Repeat every line from the line containing "pinky tip: (298, 287)" to the end of the data, exactly. Leave the pictures out.

* * *

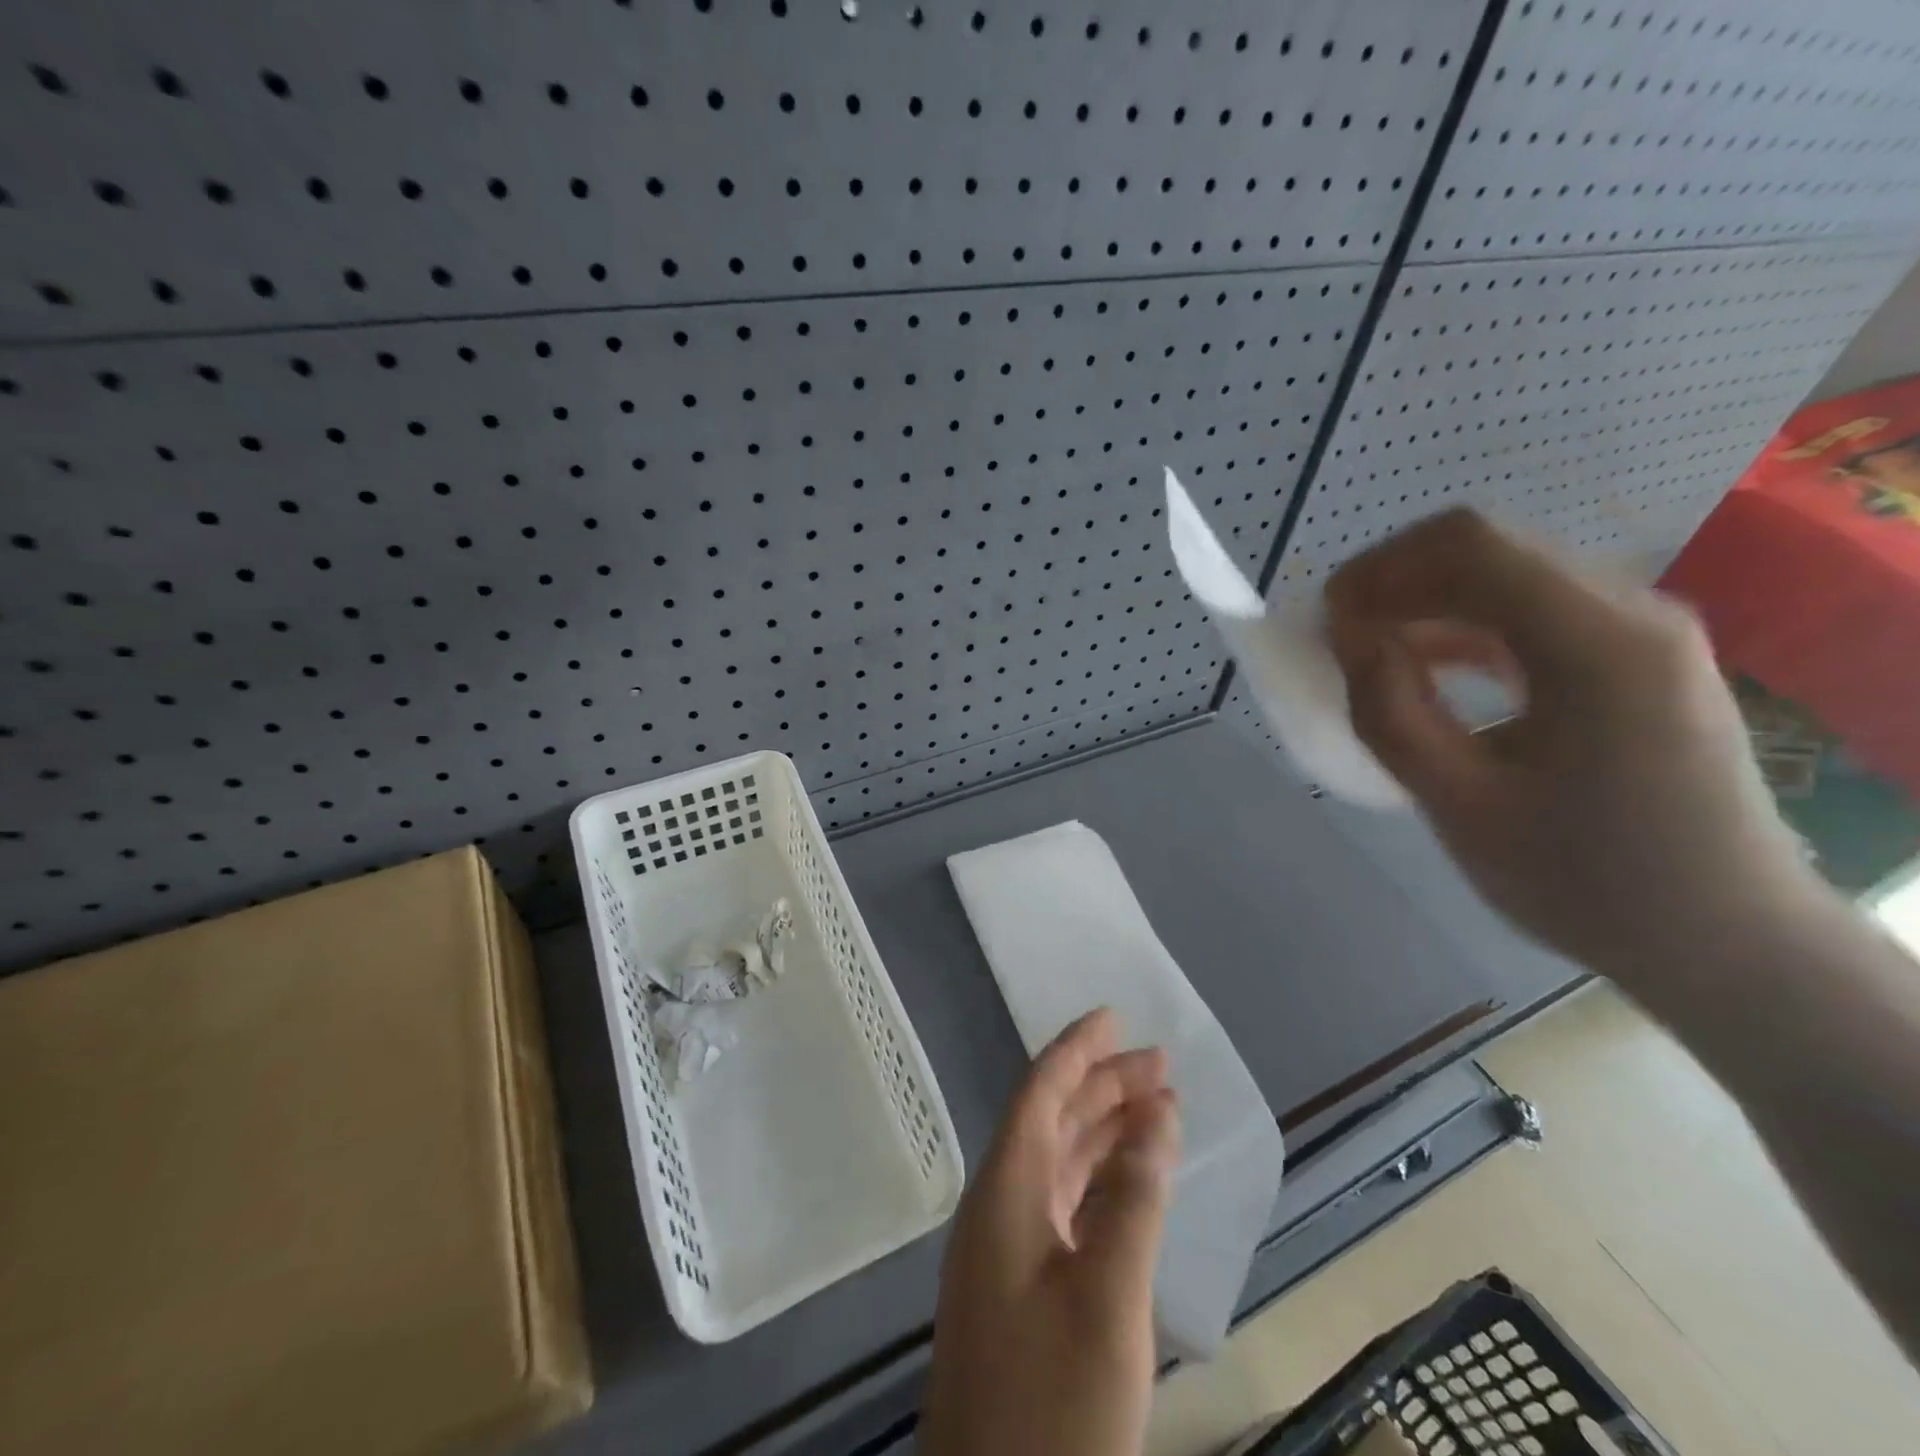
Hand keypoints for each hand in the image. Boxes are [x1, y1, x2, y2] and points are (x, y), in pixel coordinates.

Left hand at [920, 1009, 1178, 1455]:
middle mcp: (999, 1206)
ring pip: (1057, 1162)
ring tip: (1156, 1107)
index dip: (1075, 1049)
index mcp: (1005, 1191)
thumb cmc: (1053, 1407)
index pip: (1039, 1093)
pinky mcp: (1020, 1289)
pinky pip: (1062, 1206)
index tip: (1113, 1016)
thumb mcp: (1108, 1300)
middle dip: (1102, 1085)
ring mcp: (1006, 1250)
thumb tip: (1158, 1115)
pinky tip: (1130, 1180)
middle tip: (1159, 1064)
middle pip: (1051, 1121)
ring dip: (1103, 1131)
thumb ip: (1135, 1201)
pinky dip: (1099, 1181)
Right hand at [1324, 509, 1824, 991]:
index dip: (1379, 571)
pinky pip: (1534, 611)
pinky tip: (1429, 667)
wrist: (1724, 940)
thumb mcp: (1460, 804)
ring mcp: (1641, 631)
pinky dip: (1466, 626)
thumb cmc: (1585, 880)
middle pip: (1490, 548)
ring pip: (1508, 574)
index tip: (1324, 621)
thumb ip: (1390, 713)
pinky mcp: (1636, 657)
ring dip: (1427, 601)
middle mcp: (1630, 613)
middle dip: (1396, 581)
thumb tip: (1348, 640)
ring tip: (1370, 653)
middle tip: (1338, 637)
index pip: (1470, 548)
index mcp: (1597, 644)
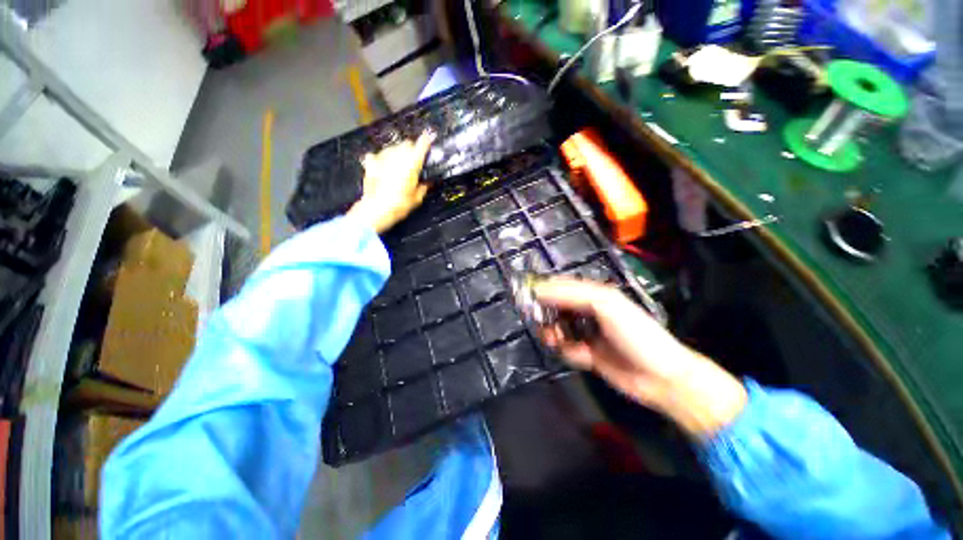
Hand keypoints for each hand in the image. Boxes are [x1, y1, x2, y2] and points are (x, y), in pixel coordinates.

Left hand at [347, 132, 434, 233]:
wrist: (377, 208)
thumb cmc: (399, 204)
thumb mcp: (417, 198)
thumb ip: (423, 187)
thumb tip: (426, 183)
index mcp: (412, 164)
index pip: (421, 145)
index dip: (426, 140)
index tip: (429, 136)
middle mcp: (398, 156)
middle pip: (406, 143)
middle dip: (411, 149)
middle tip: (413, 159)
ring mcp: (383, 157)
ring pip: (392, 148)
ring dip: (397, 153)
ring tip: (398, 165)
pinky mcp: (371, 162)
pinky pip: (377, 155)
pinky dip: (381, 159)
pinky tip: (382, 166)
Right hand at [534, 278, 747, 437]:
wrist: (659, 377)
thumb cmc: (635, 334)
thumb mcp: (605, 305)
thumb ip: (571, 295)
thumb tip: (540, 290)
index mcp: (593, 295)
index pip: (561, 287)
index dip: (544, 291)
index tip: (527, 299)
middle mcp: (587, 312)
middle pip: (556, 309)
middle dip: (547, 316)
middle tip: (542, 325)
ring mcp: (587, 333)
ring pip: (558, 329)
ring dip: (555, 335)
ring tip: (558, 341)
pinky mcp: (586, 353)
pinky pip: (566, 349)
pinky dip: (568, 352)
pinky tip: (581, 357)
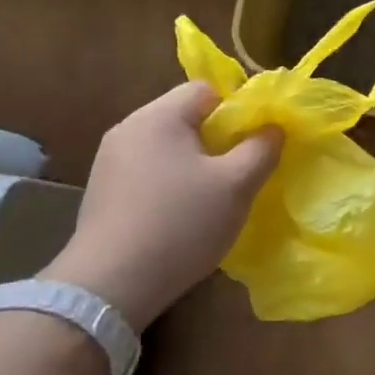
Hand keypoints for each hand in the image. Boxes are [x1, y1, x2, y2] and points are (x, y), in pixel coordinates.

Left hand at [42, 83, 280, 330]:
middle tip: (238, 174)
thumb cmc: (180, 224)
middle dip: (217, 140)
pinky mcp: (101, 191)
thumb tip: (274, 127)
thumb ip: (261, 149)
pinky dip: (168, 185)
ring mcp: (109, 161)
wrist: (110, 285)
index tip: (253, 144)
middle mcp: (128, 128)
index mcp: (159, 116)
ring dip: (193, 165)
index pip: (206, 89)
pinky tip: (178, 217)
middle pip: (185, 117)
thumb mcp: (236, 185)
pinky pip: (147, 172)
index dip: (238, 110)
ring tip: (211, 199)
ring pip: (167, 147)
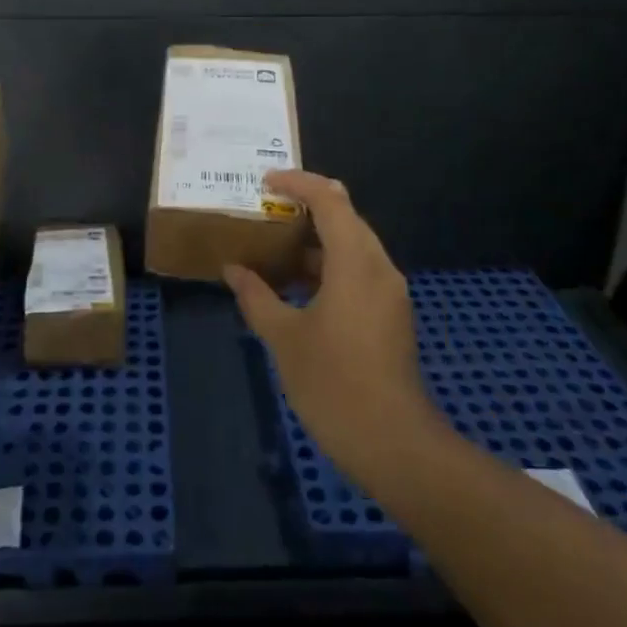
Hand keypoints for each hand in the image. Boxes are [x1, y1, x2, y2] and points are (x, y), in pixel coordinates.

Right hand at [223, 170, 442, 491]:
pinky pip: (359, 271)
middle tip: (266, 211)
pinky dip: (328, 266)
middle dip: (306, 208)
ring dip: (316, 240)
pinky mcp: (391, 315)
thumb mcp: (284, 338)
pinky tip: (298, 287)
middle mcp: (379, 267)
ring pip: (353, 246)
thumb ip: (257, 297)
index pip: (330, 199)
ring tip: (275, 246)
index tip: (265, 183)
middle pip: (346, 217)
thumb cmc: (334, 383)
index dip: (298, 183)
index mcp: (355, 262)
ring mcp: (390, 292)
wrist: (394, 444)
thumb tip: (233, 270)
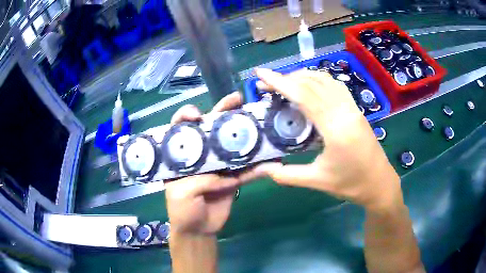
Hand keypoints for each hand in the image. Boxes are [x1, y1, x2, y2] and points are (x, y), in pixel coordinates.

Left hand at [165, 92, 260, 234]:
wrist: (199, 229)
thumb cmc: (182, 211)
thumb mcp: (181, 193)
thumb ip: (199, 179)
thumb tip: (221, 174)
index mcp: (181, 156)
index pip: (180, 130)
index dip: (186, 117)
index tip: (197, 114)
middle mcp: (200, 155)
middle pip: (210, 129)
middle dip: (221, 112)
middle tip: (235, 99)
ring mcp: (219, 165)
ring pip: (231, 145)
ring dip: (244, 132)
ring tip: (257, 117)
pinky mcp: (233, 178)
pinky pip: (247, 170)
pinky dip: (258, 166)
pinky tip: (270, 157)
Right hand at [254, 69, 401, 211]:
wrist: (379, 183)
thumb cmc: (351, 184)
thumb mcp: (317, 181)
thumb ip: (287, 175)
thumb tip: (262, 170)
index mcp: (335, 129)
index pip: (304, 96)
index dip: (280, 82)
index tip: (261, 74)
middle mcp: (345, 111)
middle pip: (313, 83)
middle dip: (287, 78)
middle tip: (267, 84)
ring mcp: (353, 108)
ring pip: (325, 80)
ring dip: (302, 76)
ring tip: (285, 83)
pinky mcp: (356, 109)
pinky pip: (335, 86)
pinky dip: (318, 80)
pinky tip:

* * *

* **Task result**
pinky tip: (298, 287)
middle mcp: (379, 267)
ring pip: (353, 246)
thumb ip: (257, 297)
index pip: (330, 199)
ring tip: (275, 246)
index tip: (265, 183)
middle pip: (346, 217)
thumb cmc: (334, 383)
index dip: (298, 183)
index mcp: (355, 262)
ring mcp: (390, 292)
wrist: (394, 444)
thumb tip: (233, 270)
Hand keypoints for each hand in the image. Boxes are [x1, y1, x2, y2] and points are (x, y), in pixel coordinates.

Left hand at [165, 92, 260, 234]:
wrist: (199, 229)
thumb cmc: (182, 211)
thumb mcp: (181, 193)
thumb ip: (199, 179)
thumb tip: (221, 174)
index mcp: (181, 156)
index pip: (180, 130)
index dip: (186, 117)
index tip: (197, 114)
middle mcp: (200, 155)
middle pip: (210, 129)
middle dip: (221, 112)
middle tip: (235, 99)
ring mcp: (219, 165)
ring pip: (231, 145)
ring dip: (244, 132)
ring tip: (257, 117)
pinky mcp: (233, 178)
pinky pip: (247, 170)
pinky dip: (258, 166)
pinky tip: (270, 157)
Right hand at [254, 69, 401, 211]:
wrist: (379, 183)
thumb cmc: (351, 184)
thumb mcp: (317, 181)
thumb ip: (287, 175)
thumb tip: (262, 170)
index mcp: (335, 129)
index pip: (304, 96)
index dip: (280, 82)
index tip: (261, 74)
middle mcp: (345, 111)
middle pip: (313, 83)
middle dip: (287, 78)
middle tip: (267, 84)
ring mcp: (353, 108)
ring pip: (325, 80)
ring dip: (302, 76)
ring tip: (285, 83)
pinky mcp: (356, 109)
pinky pip: (335, 86)
pinky dip: (318, 80)
pinky tip:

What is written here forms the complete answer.